Hay un barrendero con quien suelo
echar muchos párrafos cada dos por tres. El cual, además de
cumplir con su cometido, nunca ha dejado de mostrarse
interesado por todo cuanto acontece y que evidencia
conocimientos acerca de la vida política local. Pero también
chanela de fútbol y de toros. Así que nuestras charlas
suelen ser muy interesantes. O, al menos, así me lo parecen
a mí.
La profesión de barrendero, antes tan poco apreciada, se ha
convertido en un empleo muy reconocido y al que han accedido
muchas personas que hicieron estudios superiores y que luego
no hallaron correspondencia laboral.
Es el caso del hombre al que me refiero. Y que nada más
verme, muy de mañana, va y me pregunta si el domingo vi la
corrida de toros televisada por la 1 de TVE. Y le respondí
que sí. Y, claro, salió a relucir la actuación de
Alejandro Talavante: torero que consiguió un triunfo
rotundo con seis toros en la plaza de Mérida.
De modo que me veo obligado a darle mi parecer sobre el
torero del que me habla y cuya extraordinaria actuación ha
dejado huella en mi interlocutor. Pues no se ha cortado lo
más mínimo en decirme que hasta le dio por pegar pases en la
salita de estar de su casa en los minutos de intervalo entre
toro y toro.
Talavante es extremeño, alto y triste. Tiene la tristeza de
los gigantes y se le nota a la legua que sus sentimientos
están a flor de piel. A los toreros altos no les sientan
nada bien que los toros sean poco voluminosos. Porque
parecen que están abusando de ellos como ese muchacho alto y
desmadejado que se hace el amo en el barrio entre los más
bajitos de la especie.
Talavante es muy alto y, más que elegante, yo diría que es
señorial, que tiene algo de marqués feo que pasea despacio
la calle sabiendo que tiene muchas propiedades y que la
gente dice “ahí va el señor marqués”. Un marqués que hasta
cantó por bulerías mientras se entretenía en torear como los
ángeles. Ora con muletazos por la derecha, ora por la
izquierda, haciendo del temple monumento y cimbreando la
cintura hasta extremos insospechados. Luego, desmadejado, se
recreó en los adornos mientras la plaza bramaba de alegría.

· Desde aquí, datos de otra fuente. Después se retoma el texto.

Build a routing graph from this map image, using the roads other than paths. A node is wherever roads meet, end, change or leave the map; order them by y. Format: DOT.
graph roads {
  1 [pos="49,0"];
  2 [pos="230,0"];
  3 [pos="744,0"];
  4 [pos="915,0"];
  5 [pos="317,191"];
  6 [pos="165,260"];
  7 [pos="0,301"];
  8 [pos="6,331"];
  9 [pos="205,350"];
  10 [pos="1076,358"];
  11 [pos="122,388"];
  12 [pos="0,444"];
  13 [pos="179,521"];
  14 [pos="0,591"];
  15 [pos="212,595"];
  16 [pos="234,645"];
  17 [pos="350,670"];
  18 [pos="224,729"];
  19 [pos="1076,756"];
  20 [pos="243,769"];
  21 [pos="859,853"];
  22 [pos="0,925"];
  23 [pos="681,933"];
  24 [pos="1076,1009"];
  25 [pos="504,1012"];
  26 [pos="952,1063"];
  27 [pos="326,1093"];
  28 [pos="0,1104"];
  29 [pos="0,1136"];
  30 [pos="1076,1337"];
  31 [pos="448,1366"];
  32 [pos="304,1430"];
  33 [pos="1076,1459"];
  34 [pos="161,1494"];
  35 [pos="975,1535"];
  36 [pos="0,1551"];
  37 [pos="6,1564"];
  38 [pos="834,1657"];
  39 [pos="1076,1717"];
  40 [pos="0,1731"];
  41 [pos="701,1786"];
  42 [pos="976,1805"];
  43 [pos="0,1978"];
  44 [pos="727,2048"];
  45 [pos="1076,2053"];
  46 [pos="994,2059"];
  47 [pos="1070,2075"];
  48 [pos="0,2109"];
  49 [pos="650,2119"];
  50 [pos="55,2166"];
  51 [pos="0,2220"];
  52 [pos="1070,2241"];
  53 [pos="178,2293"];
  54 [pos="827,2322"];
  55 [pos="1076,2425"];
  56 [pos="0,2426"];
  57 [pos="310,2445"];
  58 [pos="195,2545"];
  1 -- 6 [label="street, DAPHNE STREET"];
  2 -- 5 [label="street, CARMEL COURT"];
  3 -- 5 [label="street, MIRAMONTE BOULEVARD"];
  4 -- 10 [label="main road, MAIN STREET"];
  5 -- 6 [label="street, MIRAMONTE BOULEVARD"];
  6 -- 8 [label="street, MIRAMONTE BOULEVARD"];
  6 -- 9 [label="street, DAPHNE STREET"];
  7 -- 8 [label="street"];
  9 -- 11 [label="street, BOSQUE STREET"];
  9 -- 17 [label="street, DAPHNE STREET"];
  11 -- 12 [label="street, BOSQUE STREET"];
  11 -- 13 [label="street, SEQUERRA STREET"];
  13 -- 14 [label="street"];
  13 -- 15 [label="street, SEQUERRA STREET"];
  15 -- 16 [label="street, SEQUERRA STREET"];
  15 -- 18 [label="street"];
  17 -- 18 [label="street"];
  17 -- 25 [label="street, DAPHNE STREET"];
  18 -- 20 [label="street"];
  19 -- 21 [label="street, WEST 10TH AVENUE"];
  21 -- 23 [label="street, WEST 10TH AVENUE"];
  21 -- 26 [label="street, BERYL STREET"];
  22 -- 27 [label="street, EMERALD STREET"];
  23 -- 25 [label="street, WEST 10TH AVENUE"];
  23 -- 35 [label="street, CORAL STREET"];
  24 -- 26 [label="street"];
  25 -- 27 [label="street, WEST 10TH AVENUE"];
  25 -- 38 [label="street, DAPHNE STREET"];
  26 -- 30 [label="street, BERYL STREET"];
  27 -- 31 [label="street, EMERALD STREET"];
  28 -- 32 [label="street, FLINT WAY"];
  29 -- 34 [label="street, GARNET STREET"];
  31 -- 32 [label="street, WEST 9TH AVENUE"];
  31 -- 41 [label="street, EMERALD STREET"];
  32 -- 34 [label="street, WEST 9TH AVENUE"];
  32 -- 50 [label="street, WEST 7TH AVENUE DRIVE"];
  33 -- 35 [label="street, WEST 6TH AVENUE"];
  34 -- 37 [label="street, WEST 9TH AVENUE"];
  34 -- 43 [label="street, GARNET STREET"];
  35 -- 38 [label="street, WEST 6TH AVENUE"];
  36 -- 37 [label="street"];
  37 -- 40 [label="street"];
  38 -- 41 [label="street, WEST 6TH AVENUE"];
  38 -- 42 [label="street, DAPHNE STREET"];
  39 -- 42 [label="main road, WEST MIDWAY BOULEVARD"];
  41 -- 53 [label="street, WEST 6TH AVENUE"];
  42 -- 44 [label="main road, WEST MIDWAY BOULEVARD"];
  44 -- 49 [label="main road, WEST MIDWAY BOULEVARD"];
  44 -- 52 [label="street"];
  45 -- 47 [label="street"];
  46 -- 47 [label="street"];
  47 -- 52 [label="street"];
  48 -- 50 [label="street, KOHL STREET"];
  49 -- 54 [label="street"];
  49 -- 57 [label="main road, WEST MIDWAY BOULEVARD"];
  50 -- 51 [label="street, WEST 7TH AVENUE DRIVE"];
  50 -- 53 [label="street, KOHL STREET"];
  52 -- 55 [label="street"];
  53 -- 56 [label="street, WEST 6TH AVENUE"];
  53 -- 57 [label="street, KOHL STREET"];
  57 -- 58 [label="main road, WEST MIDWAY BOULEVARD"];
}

-Mire usted, De la Torre, me va a permitir que le
diga que habla usted de toros como yo jamás pensé que
pudiera hacerlo. Yo creía que usted sólo era perito en
fútbol y en darles caña a los políticos de esta tierra; por
cierto, que se lo tienen más que merecido. Ya que están
todos cortados por la misma tijera.
-Pues ya ve, amigo, que uno es capaz de tocar todos los
palos. Y le digo más: valgo más por lo que callo que por lo
que suelo decir.
Y es entonces, tras esta respuesta, que mi amigo el
barrendero se olvida de que ha sido espectador televisivo de
la corrida de toros celebrada en Mérida, el domingo pasado
–tierra en la que viví tres años inmejorables- y cambia de
conversación en un santiamén.
-Mire, De la Torre, días atrás tuve yo la suerte de
enterarme, sin querer, y no me pregunte cómo, de que el
alcalde está muy mal visto entre los suyos. Los suyos, como
bien comprenderá, son los militantes del Partido Popular.
Que hablan como si estuvieran hartos de aguantar su modo y
manera de ser. Y por lo que pude escuchar atentamente, desde
un sitio privilegiado, no lo pueden ver ni en pintura.
El barrendero sabía de lo que hablaba. Oído al parche.